I’m stoic (I know this shocks some, but it’s true.) I was joking with my therapist and I described, with a chuckle, my schedule: “Get up, drink coffee, complete tasks I don’t care about until I’m exhausted, drug myself to sleep, have nightmares, wake up and do it again.” I smirked.

He didn’t smile back. He looked sad and said, “That must be exhausting.”

I am the little engine that could. I will keep pushing on because what the hell else am I going to do? I will be glib and crack wise and shock the world with my resilience.

And someone looks at me and says, “That must be exhausting.”

I cry. Something I don’t do very often.

“Yeah.” I hide my face in my hands, “It really fucking is.”

What Changes and What Stays The Same

This is my first post since my world changed again. I say my world and immediately I want to take it back. What hubris to give so much breadth to my own experiences. What single-mindedness. What writerly liberty.

When I wrote about moving forward in a previous blog, I did not expect that events would move and I would be swept along whether I was ready for them or not. That is not to say that I did not make choices (something I am generally loathe to do as a human raised in a religion where choices can mean literally burning for eternity.)

Still, I made choices and I changed things that were delicately balanced and they fell in. This is not, in itself, a bad thing. It was not a tower built on good things.

What I have not lost:
My love
My home
Myself
My words

What I have lost:
Faith. So much faith. I know now that there is no karma, no higher power that will protect us. I knew it in my mind, but now I know it in my bones. This means it is on us to protect those who cannot protect themselves.

This is convoluted bullshit and I’m saying next to nothing.

Still, it is 2:00 AM, so one must forgive me if I am not clear.

—-

I just realized that there is something else I have to say. I throw in here a trigger warning, because my pain is mine and yours is yours and if we mix them it has to be by mutual consent.

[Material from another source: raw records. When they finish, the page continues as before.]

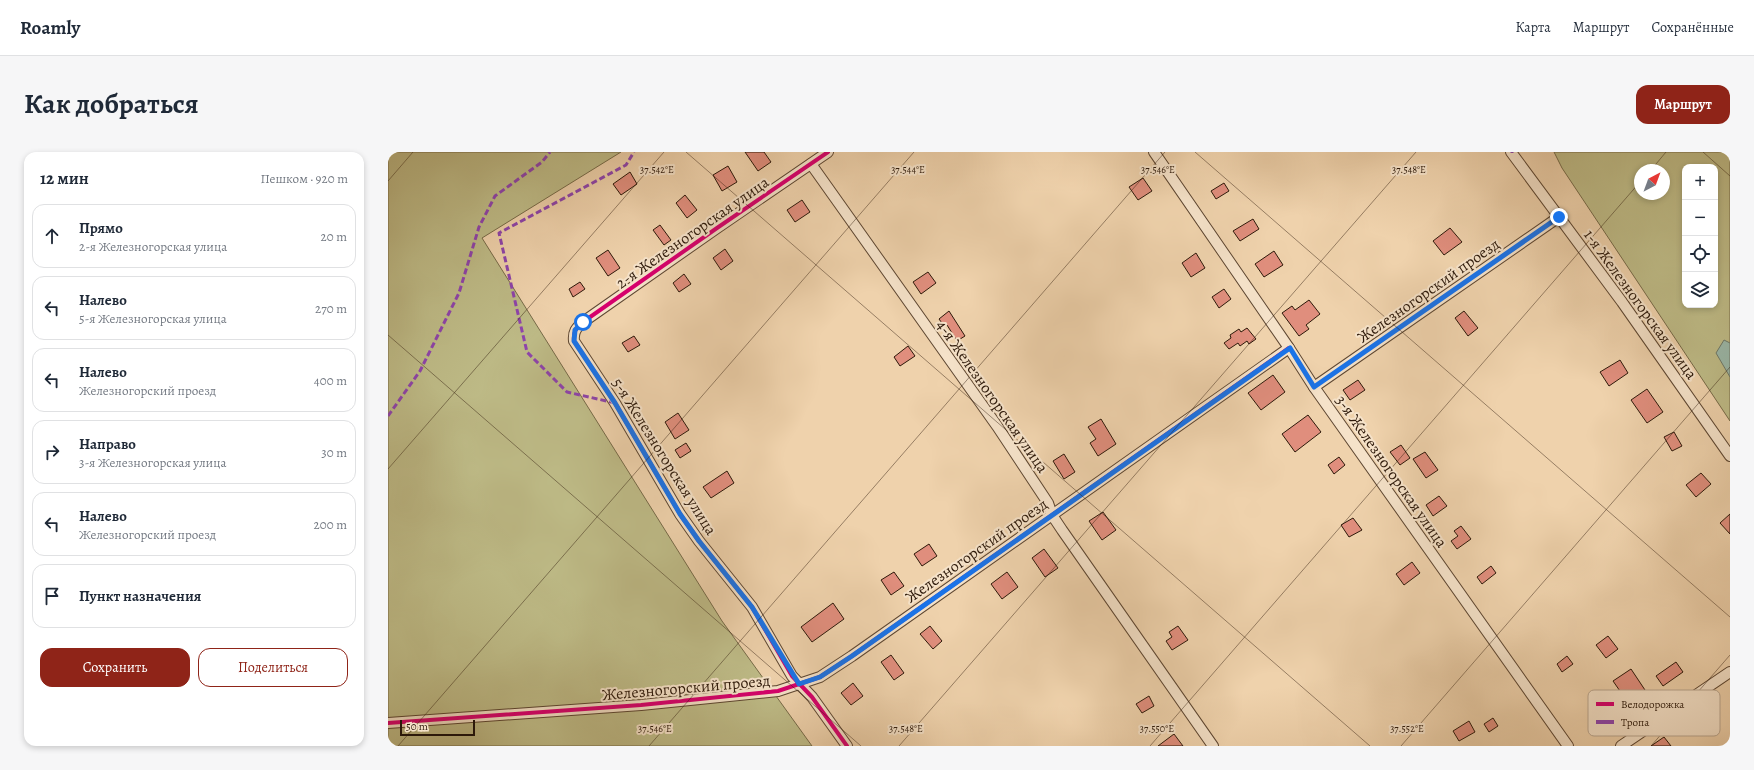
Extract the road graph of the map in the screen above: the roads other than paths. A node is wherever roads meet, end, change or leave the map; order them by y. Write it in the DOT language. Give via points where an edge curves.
graph roads {
  1 [pos="828,152"];
  2 [pos="1154,152"];
  3 [pos="1511,152"];
  4 [pos="811,164"];
  5 [pos="1559,217"];
  6 [pos="573,335"];
  7 [pos="1290,348"];
  8 [pos="1314,387"];
  9 [pos="1730,456"];
  10 [pos="1052,515"];
  11 [pos="1730,672"];
  12 [pos="799,684"];
  13 [pos="1703,690"];
  14 [pos="388,723"];
  15 [pos="1636,736"];
  16 [pos="848,746"];
  17 [pos="1213,746"];
  18 [pos="1568,746"];
  19 [pos="1621,746"];
  1 -- 4 [label="street, 2-я Железногорская улица"];
  2 -- 7 [label="street, 3-я Железногорская улица"];
  3 -- 5 [label="street, 1-я Железногорская улица"];
  4 -- 6 [label="street, 2-я Железногорская улица" via="583,322"];
  4 -- 10 [label="street, 4-я Железногорская улица" via="997,426 1048,503"];
  5 -- 8 [label="street, Железногорский проезд"];
  5 -- 9 [label="street, 1-я Железногорская улица"];
  6 -- 12 [label="street, 5-я Железногорская улица" via="574,341 615,403 680,514 752,607"];
  7 -- 8 [label="street, 3-я Железногорская улица"];
  7 -- 10 [label="street, Железногорский проезд"];
  8 -- 18 [label="street, 3-я Железногорская улица"];
  10 -- 12 [label="street, Железногорский проезд" via="852,656 820,677"];
  10 -- 17 [label="street, 4-я Железногорская улица"];
  11 -- 13 [label="street"];
  12 -- 14 [label="street, Железногорский проезд" via="778,691 656,703"];
  12 -- 16 [label="street, 5-я Железногорская улица" via="812,697"];
  15 -- 19 [label="street"];
}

What I have to say has to do with being believed, heard and understood as a survivor of sexual abuse. People often do not believe me and I could tolerate this if I didn’t have to carry around the proof inside my head all the time. I can remember it so clearly that I wish I could export it. The grey bedspread with the matching pillow. The mirrored headboard. Porcelain dolls, the ones that scared my sister, as witness. Smells. Being a child and knowing what a man smells like after a day of work. There is no way I can move this proof anywhere useful. It is trapped in my head where everyone can ignore it and I cannot escape it.

When people ask how someone can believe a human was hurt if there is no proof, I go back there and look at the Bambi picture and the Sweet Valley High books in the room and know that my experiences were as real as those books and pictures were. We were in the room together. The truth is contained.

—-

One further thing: I am still here. The weather is warmer. My husband’s eyes are still more beautiful than all the greens of spring.

And I am still here.

A Letter To Myself

I wrote this a few weeks ago, while feeling particularly sunk. Sharing because being misunderstood sucks. Hesitating to share because, well, intensity, honesty, vulnerability – and really, who wants to see this stuff?

Sometimes the only way to expunge a nightmare is to write it down.

Sometimes the only way to expunge a nightmare is to write it down.

Text:
Here’s the deal, self, because I think you are feeling pretty broken and misunderstood right now – You ARE broken and misunderstood. And that’s a good thing, because ALMOST NO ONE will have shared your experience. I mean, when you asked him why, why, why he hurt you so very, very much, he said this:

“The brighter a light is, the more I want to snuff it out.”

Hope to all great fuck that you’re misunderstood, because the alternative is that people understand and have, at some time in their life, when asking, “Why are you destroying me?” heard the answer: Because you are so beautiful.